What you have to do
Below are the records; retype each one exactly.

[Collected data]
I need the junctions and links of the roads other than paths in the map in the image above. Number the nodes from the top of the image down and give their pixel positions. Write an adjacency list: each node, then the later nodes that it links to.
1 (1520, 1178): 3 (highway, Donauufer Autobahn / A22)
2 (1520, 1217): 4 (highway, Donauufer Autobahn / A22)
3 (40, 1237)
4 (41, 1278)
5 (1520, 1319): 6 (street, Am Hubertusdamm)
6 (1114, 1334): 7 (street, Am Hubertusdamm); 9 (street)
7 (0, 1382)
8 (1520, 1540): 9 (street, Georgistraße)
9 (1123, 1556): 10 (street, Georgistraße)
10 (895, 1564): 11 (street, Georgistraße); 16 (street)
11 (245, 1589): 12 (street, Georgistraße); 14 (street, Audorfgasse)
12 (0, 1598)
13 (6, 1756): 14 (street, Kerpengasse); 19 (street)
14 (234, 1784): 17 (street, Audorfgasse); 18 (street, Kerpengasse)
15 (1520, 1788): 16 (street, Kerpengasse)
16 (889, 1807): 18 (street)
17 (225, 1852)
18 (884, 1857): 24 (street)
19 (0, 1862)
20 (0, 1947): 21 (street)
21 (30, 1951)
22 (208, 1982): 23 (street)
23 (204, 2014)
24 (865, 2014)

Task response
I need the junctions and links of the roads other than paths in the map in the image above. Number the nodes from the top of the image down and give their pixel positions. Write an adjacency list: each node, then the later nodes that it links to.
1 (1520, 1178): 3 (highway, Donauufer Autobahn / A22)
2 (1520, 1217): 4 (highway, Donauufer Autobahn / A22)
3 (40, 1237)
4 (41, 1278)
5 (1520, 1319): 6 (street, Am Hubertusdamm)
6 (1114, 1334): 7 (street, Am Hubertusdamm); 9 (street)
7 (0, 1382)
8 (1520, 1540): 9 (street, Georgistraße)
9 (1123, 1556): 10 (street, Georgistraße)
10 (895, 1564): 11 (street, Georgistraße); 16 (street)
11 (245, 1589): 12 (street, Georgistraße); 14 (street, Audorfgasse)
12 (0, 1598)
13 (6, 1756): 14 (street, Kerpengasse); 19 (street)
14 (234, 1784): 17 (street, Audorfgasse); 18 (street, Kerpengasse)
15 (1520, 1788): 16 (street, Kerpengasse)
16 (889, 1807): 18 (street)
17 (225, 1852)
18 (884, 1857): 24 (street)
19 (0, 1862)
20 (0, 1947): 21 (street)
21 (30, 1951)
22 (208, 1982): 23 (street)
23 (204, 2014)
24 (865, 2014)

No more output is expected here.